Con le Olimpiadi di Londra e il riavvicinamento dei componenti della band, i Blur si sono ritrovati per una serie di live; e da un palco al ritorno in studio il passaggio è stato (più o meno) breve: in cinque giorni si sono riordinate le idee, si è suonato a profusione, si è scelta la direzione da prendere ed ecco uscire il nuovo The Magic Whip (la frusta magica).

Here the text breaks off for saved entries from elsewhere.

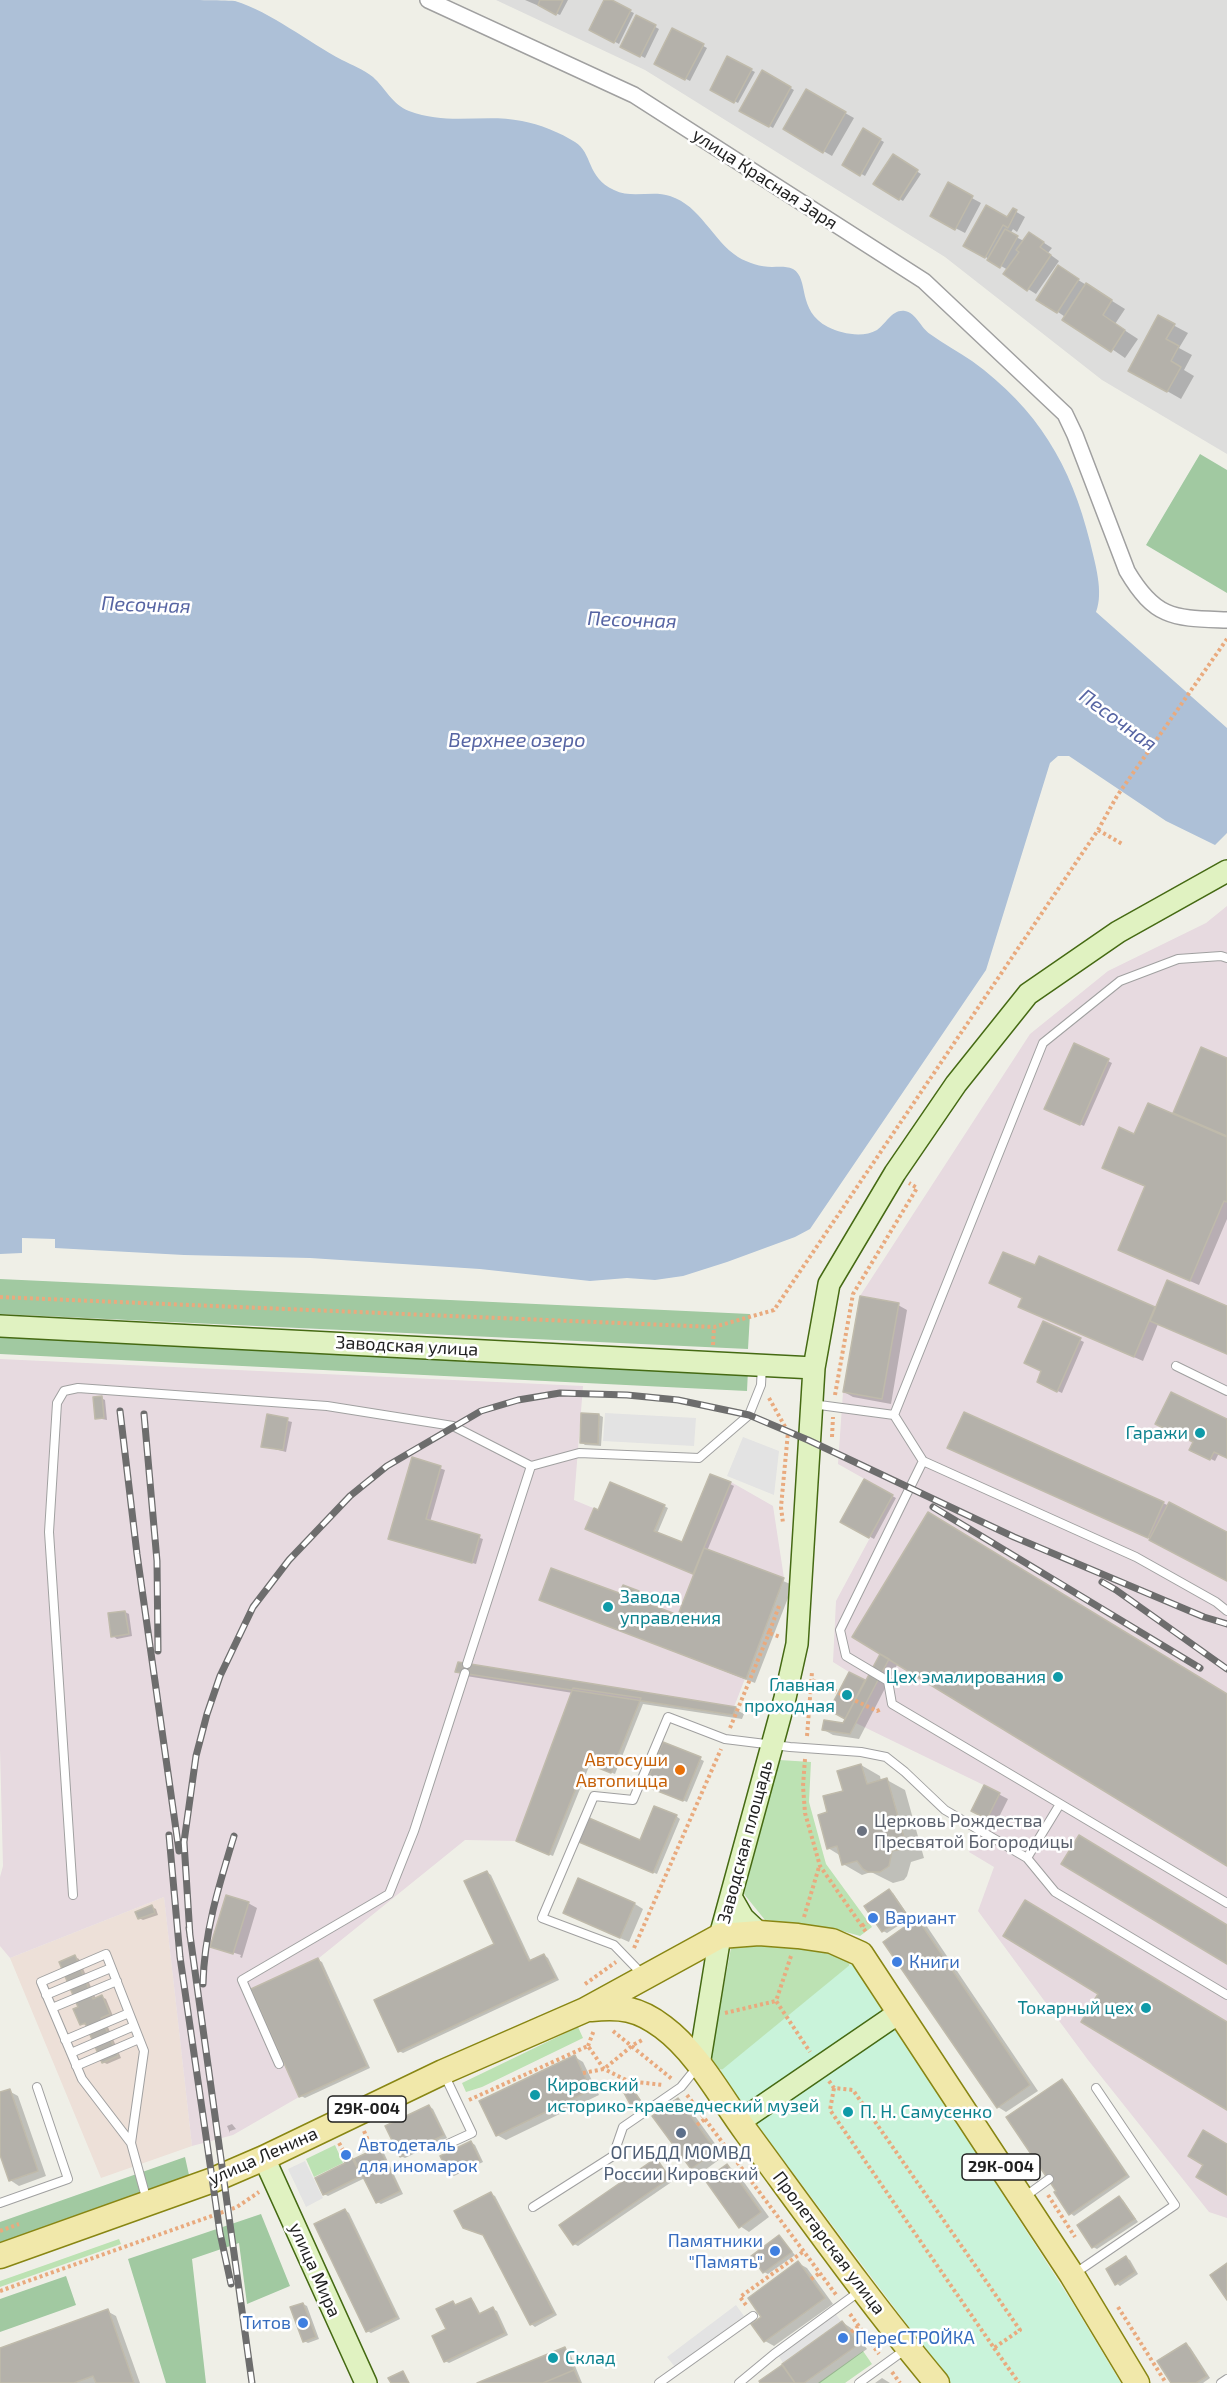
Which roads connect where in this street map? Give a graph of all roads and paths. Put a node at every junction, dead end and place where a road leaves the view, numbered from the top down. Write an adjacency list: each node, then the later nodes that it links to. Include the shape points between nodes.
1 (428, 0): 2 (street, улица Красная Заря, via 634,95 924,281 1065,414 1127,571 1151,604 1181,619)
2 (1227, 620)
3 (1227, 639): 4 (path, via 1117,796)
4 (1098, 830): 5 (path); 9 (path, via 774,1310 714,1327)
5 (1124, 845)
6 (1227, 871): 8 (main road, Заводская площадь, via 1118,932 1028,994 956,1084)
7 (1227, 958): 16 (lane, via 1178,959 1120,981 1043,1044)
8 (895, 1173): 12 (main road, Заводская площадь, via 830,1284); 17 (path, via 917,1188 854,1294 835,1394)
9 (0, 1297)
10 (0, 1326): 13 (main road, Заводская улица)
11 (1176, 1366): 14 (lane)
12 (814, 1368): 13 (main road, Заводская улица); 15 (main road, Заводская площадь)
13 (762, 1375): 19 (lane, via 749,1415 699,1458 579,1453); 20 (path, via 788,1432 781,1507)
14 (1227, 1390)
15 (811, 1404): 16 (lane); 24 (main road, Заводская площадь)
16 (894, 1415): 18 (lane)
17 (831, 1441)
18 (923, 1461): 22 (lane, via 1136,1557); 29 (lane, via 840,1630 846,1656 888,1681)
19 (531, 1466): 25 (lane); 36 (lane, via 453,1426 327,1406 64,1390 57,1403 50,1532)
20 (784, 1530)
21 (782, 1599): 23 (path)
22 (1227, 1611)
23 (767, 1632): 24 (path); 30 (path)
24 (797, 1644): 31 (main road, Заводская площадь)
25 (467, 1664)
26 (813, 1670): 28 (path)
27 (465, 1673): 63 (lane, via 414,1831 389,1894 242,1980)
28 (812, 1680): 29 (path, via 877,1711); 32 (path)
29 (892, 1704): 33 (lane)
30 (725, 1739): 31 (lane); 45 (path, via 636,1946); 45 (lane, via 668,1717 633,1800 594,1796 542,1918 614,1945)
31 (770, 1745): 32 (lane); 37 (main road, Заводская площадь)
32 (806, 1748): 34 (lane, via 886,1757 945,1810); 35 (path, via 806,1813)
33 (1060, 1804): 34 (lane); 38 (lane)
34 (1027, 1858): 50 (lane, via 1055,1892)
35 (820, 1866): 40 (path); 43 (path)
36 (73, 1895)
37 (731, 1897): 41 (main road, via 743,1918); 42 (main road, Заводская площадь)
38 (1227, 1903)
39 (873, 1918): 40 (path)
40 (862, 1926): 44 (path)
41 (759, 1933): 42 (main road, Заводская площадь / 29К-004); 43 (main road, Заводская площадь / 29К-004)
42 (720, 1936): 47 (main road, 29К-004); 64 (main road)
43 (798, 1936): 44 (main road, Заводская площадь / 29К-004); 62 (path, via 776,2001)
44 (867, 1947): 52 (main road, 29К-004)
45 (624, 1956): 47 (lane); 54 (path, via 577,1989)
46 (111, 1968): 48 (lane); 49 (lane); 49 (lane, via 106,1954 41,1982)
47 (645, 1977): 54 (main road, 29К-004)
48 (117, 1981): 51 (lane); 53 (lane)
49 (46, 1995): 51 (lane)
50 (1227, 1995)
51 (52, 2008): 59 (lane)
52 (900, 2012): 73 (main road); 83 (main road, 29К-004)
53 (129, 2013): 55 (lane); 59 (lane)
54 (589, 2020): 57 (path); 60 (path); 64 (main road, Пролетарская улица / 29К-004, via 615,2007 641,2012 664,2028); 66 (main road, улица Ленина / 29К-004)
55 (134, 2026): 58 (lane); 61 (lane)
56 (606, 2028): 69 (path, via 616,2032)
57 (600, 2029)
58 (139, 2039): 65 (lane); 76 (lane, via 144,2051)
59 (65, 2040): 61 (lane)
60 (588, 2046)
61 (71, 2053): 65 (lane)
62 (815, 2059)
63 (279, 2064)
64 (699, 2065): 69 (lane); 73 (main road, Пролетарская улица / 29К-004)
65 (76, 2066): 76 (lane)
66 (443, 2072): 78 (lane, via 472,2133); 81 (main road, улица Ленина / 29К-004)
67 (828, 2079): 70 (path)
68 (37, 2087): 84 (lane, via 68,2179)
69 (681, 2087): 72 (path); 87 (lane, via 623,2127 613,2156)
70 (834, 2088): 103 (path, via 830,2110); 103 (path, via 853,2091 1020,2330)
71 (1096, 2088): 94 (lane, via 1175,2205)
72 (705, 2119): 74 (path); 92 (path)
73 (739, 2122): 96 (main road, Пролетарская улица / 29К-004)
74 (697, 2124)
75 (363, 2131): 79 (path)
76 (131, 2143): 85 (lane)
77 (339, 2143): 80 (path)
78 (447, 2144)
79 (372, 2150)
80 (346, 2155)
81 (264, 2158): 85 (main road, улица Ленина / 29К-004); 106 (main road, улица Мира)
82 (1049, 2179): 83 (lane)
83 (1022, 2198): 94 (main road, 29К-004)
84 (0, 2203)
85 (147, 2203): 91 (main road, улица Ленина / 29К-004)
86 (237, 2207): 97 (path)
87 (533, 2207)
88 (1074, 2221): 90 (path)
89 (22, 2224): 91 (path)
90 (1067, 2225)
91 (2, 2247)
92 (804, 2250): 93 (path); 99 (path, via 740,2297)
93 (820, 2273): 95 (path); 98 (path)
94 (1072, 2275): 113 (main road, 29К-004)
95 (811, 2279)
96 (863, 2288): 98 (lane); 102 (main road, Пролетарская улица / 29К-004)
97 (0, 2291)
98 (842, 2303): 100 (path); 108 (lane)
99 (753, 2316): 107 (lane)
100 (859, 2326): 101 (path); 104 (path)
101 (851, 2332)
102 (908, 2348): 104 (lane); 111 (main road, Пролетарская улица / 29К-004)
103 (994, 2348): 112 (path)
104 (885, 2362): 109 (lane); 110 (path)
105 (1227, 2379): 114 (lane)
106 (366, 2383)
107 (659, 2383)
108 (739, 2383)
109 (859, 2383)
110 (900, 2383)
111 (937, 2383)
112 (1019, 2383)
113 (1137, 2383)
114 (1221, 2383)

Per una band che si ritrovava su di un album dopo 12 anni (per Coxon pure di più) la scelta più facile sarebbe stata quella di andare su formule collaudate, stili e target sicuri. I Blur sono una band con voglia di suonare; dando così sfogo al processo creativo e per tener fede a questo, the Magic Whip è una frustata alla naftalina, condivisione di bagagli di esperienze, artistiche e umane. La bellezza di questo nuovo disco e la ragione per cui si può applaudire al ritorno di una band come i Blur è quella di aver ritrovato una spinta propulsiva all’interno di una matrice pop. Demon Albarn è di sicuro quello che ha fatto il maggior numero di esperienze sonore, dal main stream coi Gorillaz al viaggio sudsahariano e l’incontro con Bombino. The Magic Whip è una girandola di tutto questo e di tanto altro, un viaggio nella musica dei suoi componenti: Go Out è un brano rock che potrebbe essere stato prodotto nell’epoca di Song 2, My Terracotta Heart e Pyongyang sono invece figli della nuova vis creativa e delle nuove esperienze artistiche (Mali Music), un viaggio dai primi album di inizio ‘90 (quelli che vedevano i Blur insieme a Elastica e Pulp come ultimi strascichi della new wave anni ‘80) in New World Towers a quella fase in cui insieme a Oasis, Primal Scream, the Chemical Brothers, Kula Shaker, Supergrass e altri (There Are Too Many Of US e Ghost Ship) divennero alfieri di un “brit pop” che segnò un decennio.